[Exercise input — start]

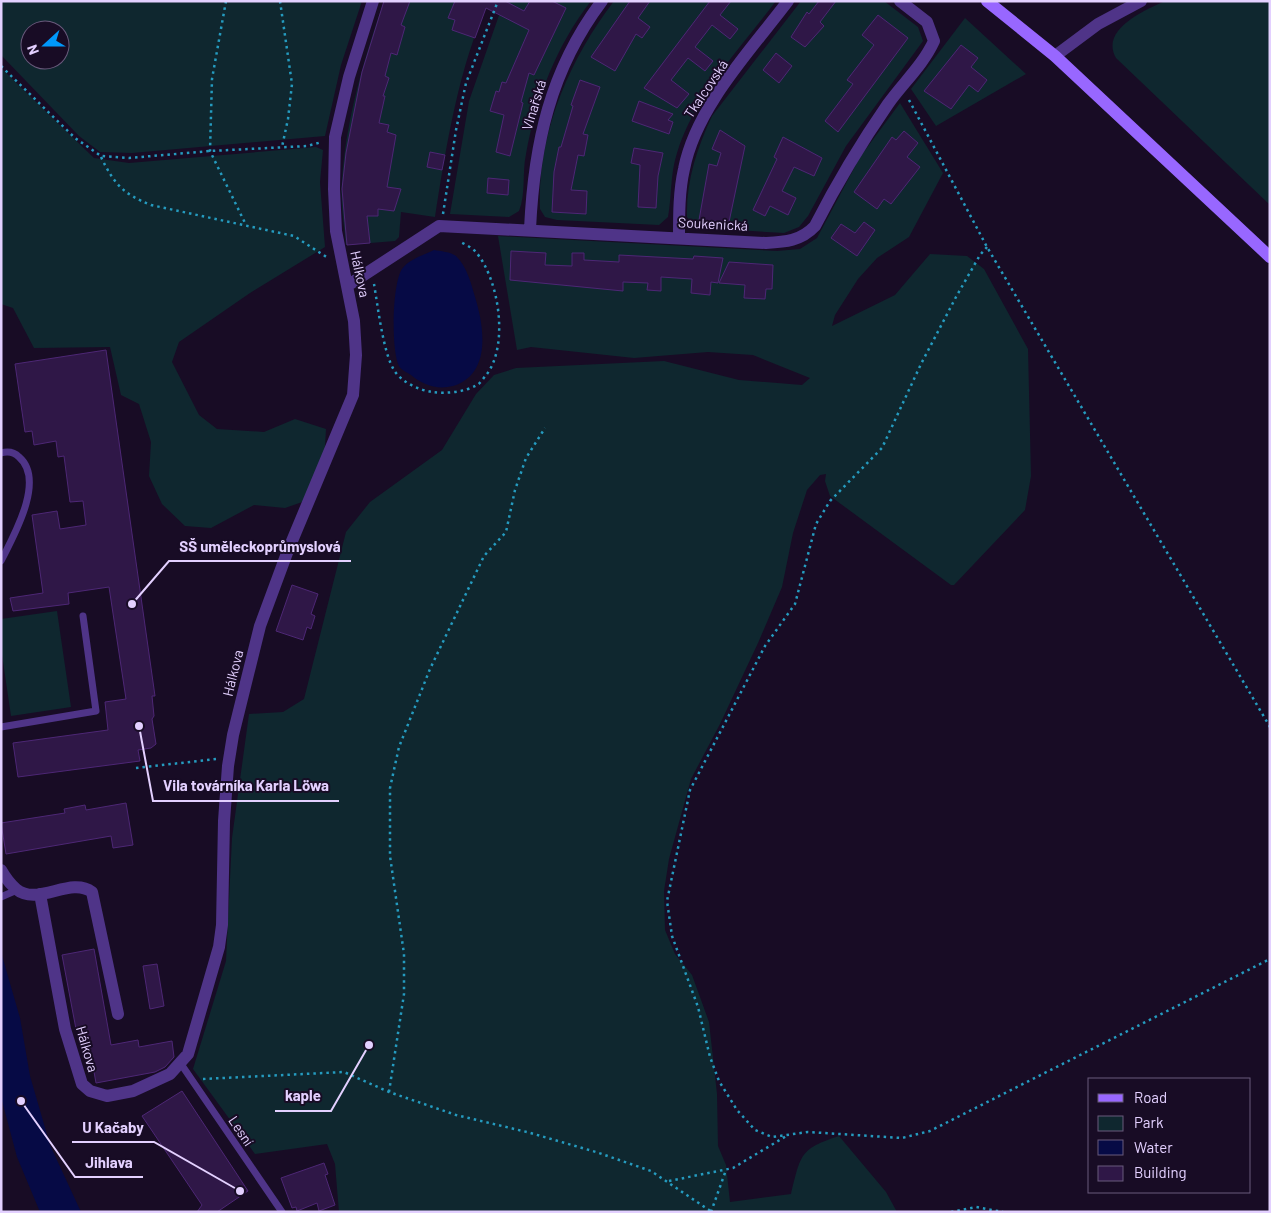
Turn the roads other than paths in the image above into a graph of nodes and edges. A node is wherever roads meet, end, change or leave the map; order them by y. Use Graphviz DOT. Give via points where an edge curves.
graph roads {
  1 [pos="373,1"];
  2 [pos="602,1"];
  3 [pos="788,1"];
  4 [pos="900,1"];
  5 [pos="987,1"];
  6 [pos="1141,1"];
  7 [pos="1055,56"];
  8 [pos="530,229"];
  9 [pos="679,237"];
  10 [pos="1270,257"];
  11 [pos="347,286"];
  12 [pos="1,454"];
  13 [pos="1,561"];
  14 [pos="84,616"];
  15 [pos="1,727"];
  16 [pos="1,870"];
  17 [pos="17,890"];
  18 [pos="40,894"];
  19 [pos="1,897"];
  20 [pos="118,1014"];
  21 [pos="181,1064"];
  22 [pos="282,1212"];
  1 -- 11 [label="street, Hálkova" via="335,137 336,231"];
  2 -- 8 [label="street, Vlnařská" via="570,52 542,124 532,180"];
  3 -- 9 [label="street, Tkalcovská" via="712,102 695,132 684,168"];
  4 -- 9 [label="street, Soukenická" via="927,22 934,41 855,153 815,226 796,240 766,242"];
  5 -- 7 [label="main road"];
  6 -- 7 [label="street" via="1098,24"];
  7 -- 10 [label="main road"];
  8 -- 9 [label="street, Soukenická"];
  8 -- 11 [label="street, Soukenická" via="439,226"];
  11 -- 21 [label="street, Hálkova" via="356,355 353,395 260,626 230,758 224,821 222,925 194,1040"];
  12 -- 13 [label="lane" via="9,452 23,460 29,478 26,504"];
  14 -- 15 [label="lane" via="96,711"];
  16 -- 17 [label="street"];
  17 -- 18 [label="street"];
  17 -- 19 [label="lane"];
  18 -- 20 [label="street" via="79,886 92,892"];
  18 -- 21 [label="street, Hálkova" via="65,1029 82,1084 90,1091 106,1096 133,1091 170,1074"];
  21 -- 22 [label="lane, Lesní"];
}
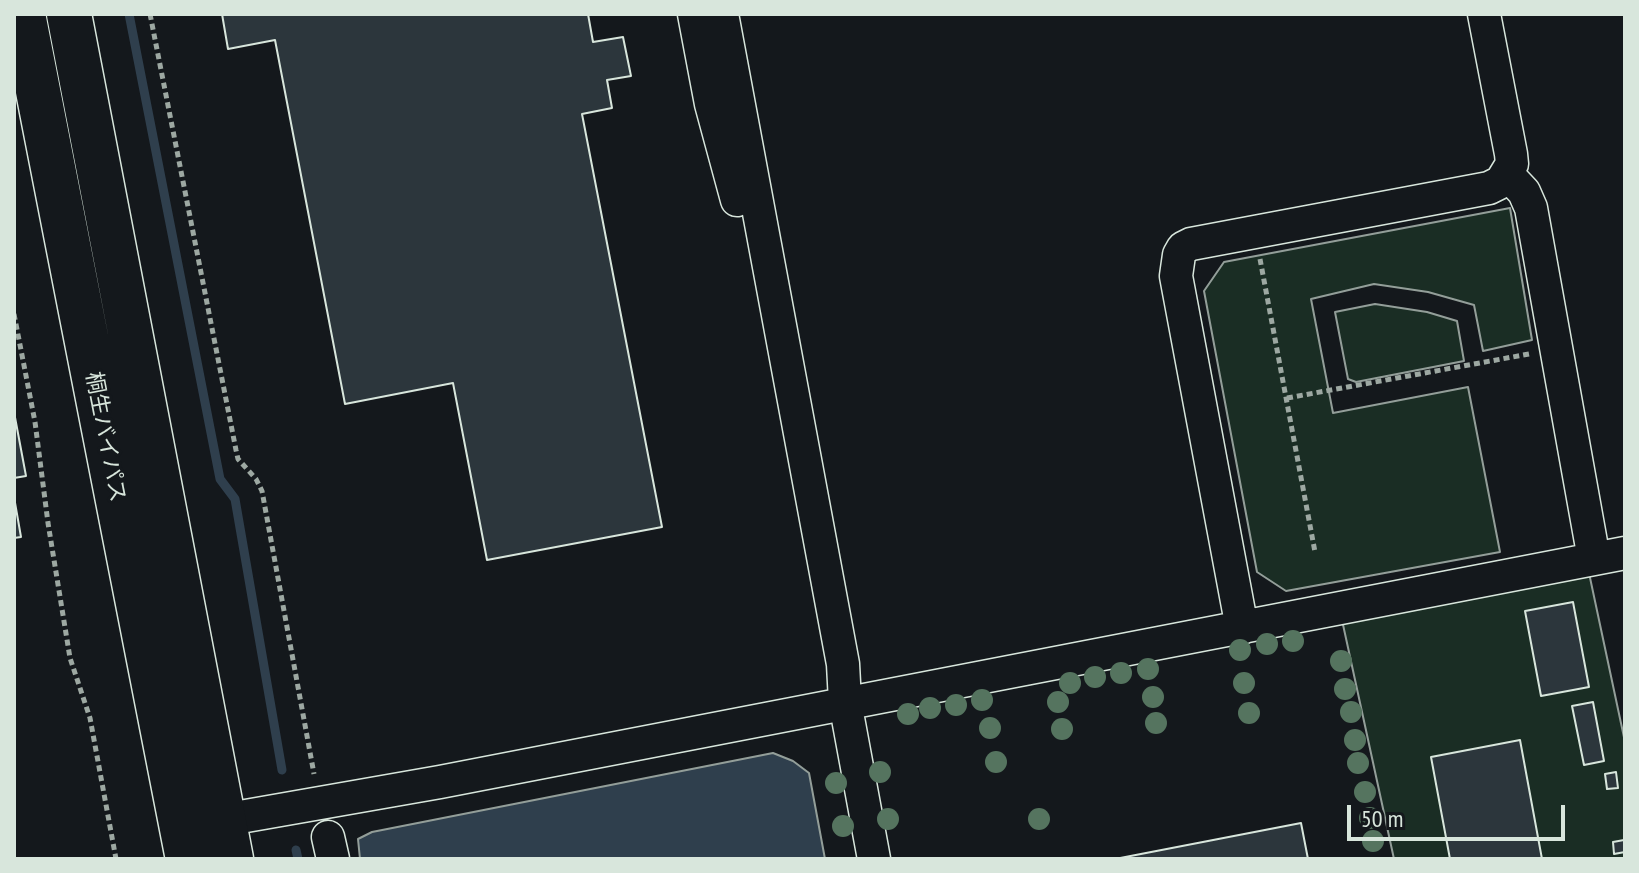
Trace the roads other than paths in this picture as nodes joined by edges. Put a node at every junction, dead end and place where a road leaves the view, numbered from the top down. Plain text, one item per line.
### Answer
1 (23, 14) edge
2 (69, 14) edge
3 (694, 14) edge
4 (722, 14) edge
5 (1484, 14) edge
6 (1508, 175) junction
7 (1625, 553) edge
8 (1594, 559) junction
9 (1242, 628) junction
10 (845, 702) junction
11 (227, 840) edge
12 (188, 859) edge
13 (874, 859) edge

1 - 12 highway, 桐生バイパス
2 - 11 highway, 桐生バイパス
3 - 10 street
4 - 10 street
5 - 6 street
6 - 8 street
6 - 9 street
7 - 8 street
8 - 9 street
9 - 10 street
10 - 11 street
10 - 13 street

[Exercise input — finish]

* [What is required] Copy, without any change, the lines above from the one containing "Trace the roads" to the end, both ends included. Add nothing else.

* [Written response]
Trace the roads other than paths in this picture as nodes joined by edges. Put a node at every junction, dead end and place where a road leaves the view, numbered from the top down. Plain text, one item per line.
### Answer
1 (23, 14) edge
2 (69, 14) edge
3 (694, 14) edge
4 (722, 14) edge
5 (1484, 14) edge
6 (1508, 175) junction
7 (1625, 553) edge
8 (1594, 559) junction
9 (1242, 628) junction
10 (845, 702) junction
11 (227, 840) edge
12 (188, 859) edge
13 (874, 859) edge

1 - 12 highway, 桐生バイパス
2 - 11 highway, 桐生バイパス
3 - 10 street
4 - 10 street
5 - 6 street
6 - 8 street
6 - 9 street
7 - 8 street
8 - 9 street
9 - 10 street
10 - 11 street
10 - 13 street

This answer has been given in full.